First I want to continue the discussion of vocal and instrumental hocket by examining the meaning of this practice in the context of subsaharan African music generally. Second, I want to follow the (hypothetical) progress of this same tradition as it (hypothetically) made its way out of Africa, in the care of the original (hypothetical) "Out of Africa" migration band and its descendants. (Pardon the "hypothetical"s, but I do want to make it clear I'm exploring possibilities, not enforcing a doctrine.) Third, I want to explore the possible significance of this tradition for human culture; specifically, how the musical practices of our most ancient ancestors could have prepared the way for the development of language -- and possibly mathematics as well.
I'll take the first direction first, drawing upon an essay by noted Africanist Kwabena Nketia, "The Hocket Technique in African Music." Nketia observes that, despite the great variety of different types of instrument in Africa,
there appears to be a widespread tendency to use these instruments not in large heterogeneous ensembles, but in homogeneous ensembles, or in limited combinations in which one type of instrument predominates. There are, for example, ensembles of drums or xylophones, ensembles of flutes or trumpets, or ensembles in which these are combined with 'secondary' instruments-usually of a percussive nature. (Journal of the International Folk Music Council, Vol. 14. (1962), p. 44)
I find his comments on the homogeneity of these ensembles particularly interesting. And I wonder whether the tendency toward homogeneity could have something to do with a development from polyphonic vocal models.
He continues a bit later:
A limited number of contrapuntal techniques are employed, some of which are directed mainly to the organization of rhythm. The use of polyrhythm and polymetre in drumming has been stressed by many observers. Another technique is the use of the ostinato: a simple rhythmic figure is repeated over and over again in support of changing instrumental parts, or of the voice.
Closely allied to these procedures is the hocket-technique-the
technique whereby the constituent notes of a tune, a rhythm or a tone-pattern, or the constituent notes of a supporting ground-accompaniment, are played at the exactly appropriate point
in time by those particular instruments that include them within their compass, or by those particular instruments that provide the required contrasts. (Ibid., p. 44.)
He continues with descriptions of the workings of hocket in specific flute and trumpet ensembles in Ghana and concludes with a brief, but significant, reference to hocket as the basis for both drum and xylophone ensembles in Africa generally.

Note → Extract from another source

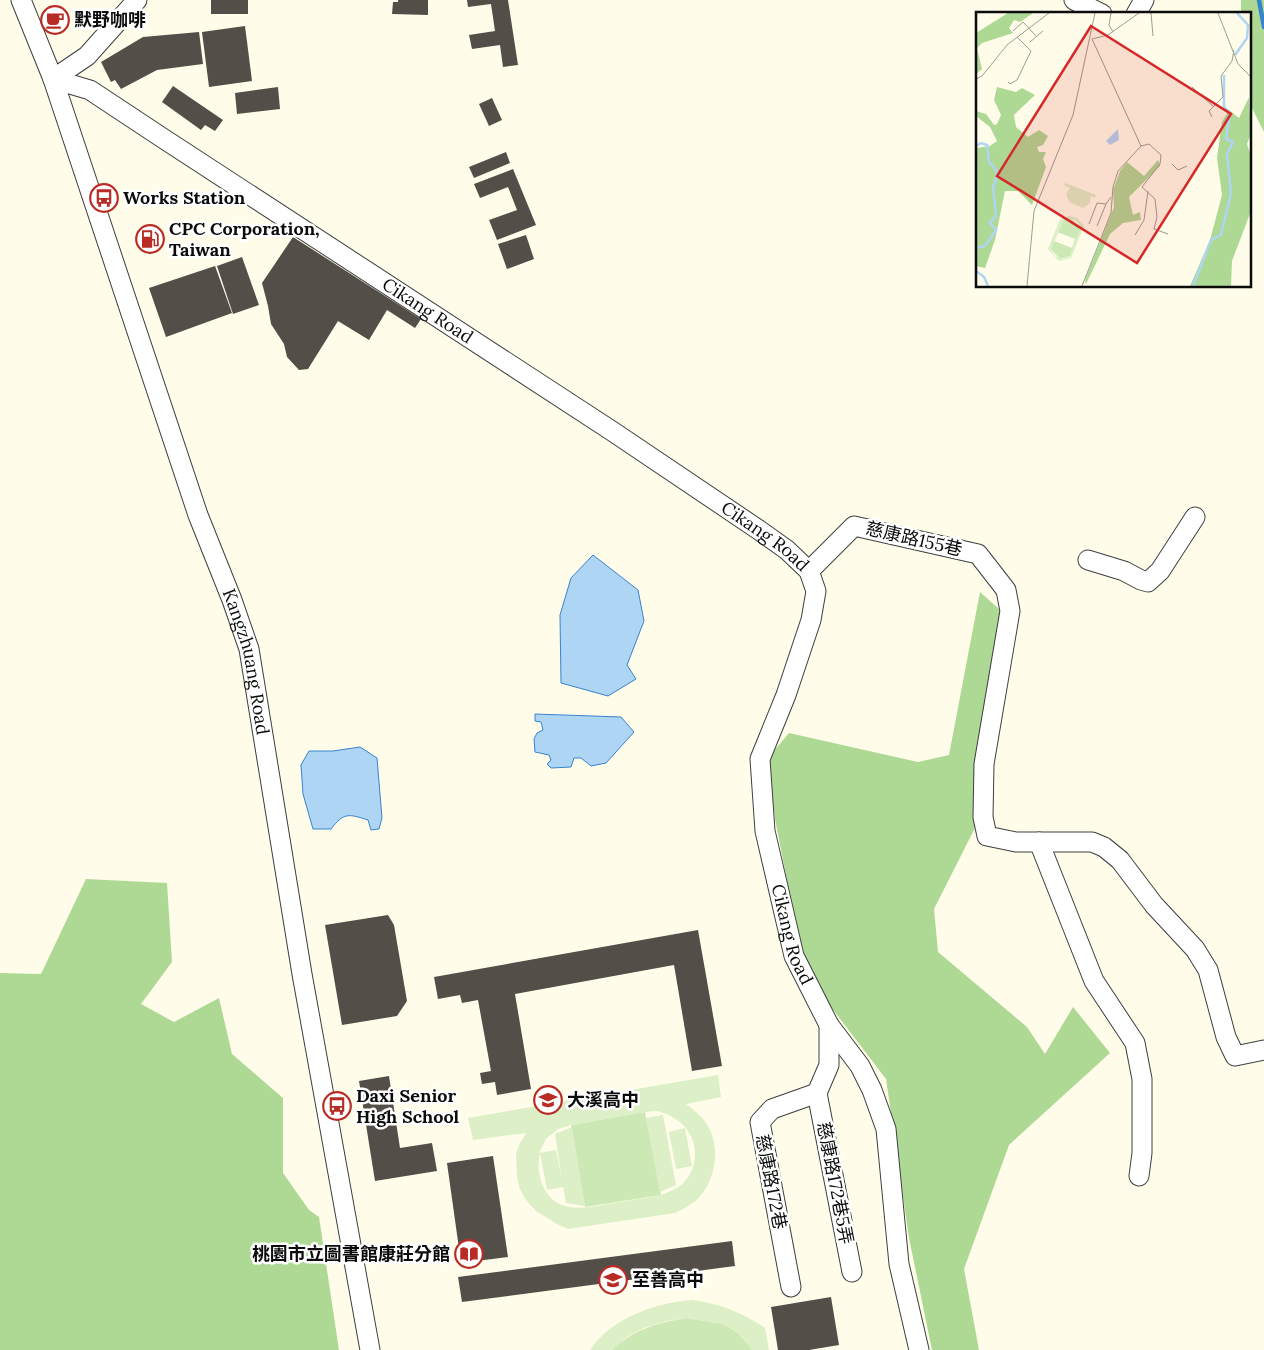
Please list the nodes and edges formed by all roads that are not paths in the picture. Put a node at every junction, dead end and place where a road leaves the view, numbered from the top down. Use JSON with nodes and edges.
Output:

The following passage begins with a quotation from Gerhard Kubik, on Kiganda xylophone music:
"The essential thing about the combination of both parts is that they have to fall between themselves to interlock like the fingers of a folded hand."' This appears to be nothing more than a controlled procedure based on the general principle of the
hocket, but which can be greatly obscured by the speed at
which the xylophones are played (Ibid., p. 51).
If Nketia is correct, then the hocket principle must be understood as fundamental for a great many musical traditions throughout Africa. And if we can agree that the type of vocal hocket found today among the Pygmies and Bushmen can be regarded as a survival from the period when both groups were part of the same ancestral population, then it's not difficult to see -- with the aid of the maps I've been presenting -- how this style could be considered prototypical for many of the musical practices now found throughout subsaharan Africa, especially those associated with what has been called the "Bantu expansion."
In this regard I would like to reference a recently published paper on African genetics, entitled "Phylogeography of the human mitochondrial L1c haplogroup: Genetic signatures of the prehistory of Central Africa," by Chiara Batini et al. But I'll leave discussion of this mouthful to a future post.
Now, briefly, a word on my second direction. As is argued at some length in my essay, it looks very much like the original "Out of Africa" migrants were not only singing, but also playing, in what I've been calling "Pygmy/Bushmen" style. In other words, there is good reason to believe that both the vocal and the instrumental hocketing, interlocking tradition I've been discussing in the last several posts was a part of humankind's first migration into Asia, the Pacific, and also, as astonishing as that may seem, both the Americas and Europe. I plan, in future posts, to provide some examples of the survival of the same sort of hocketed wind ensembles, as described by Blench and Nketia, in all these regions.
Finally, I want to look into the very intriguing possibility that the emergence of style families A1 and A2, along with their instrumental counterparts, could have laid the foundations of both speech and possibly mathematics as well. For now, I'll give you a hint in the form of a puzzler: what was the earliest music notation, and what did the notes look like?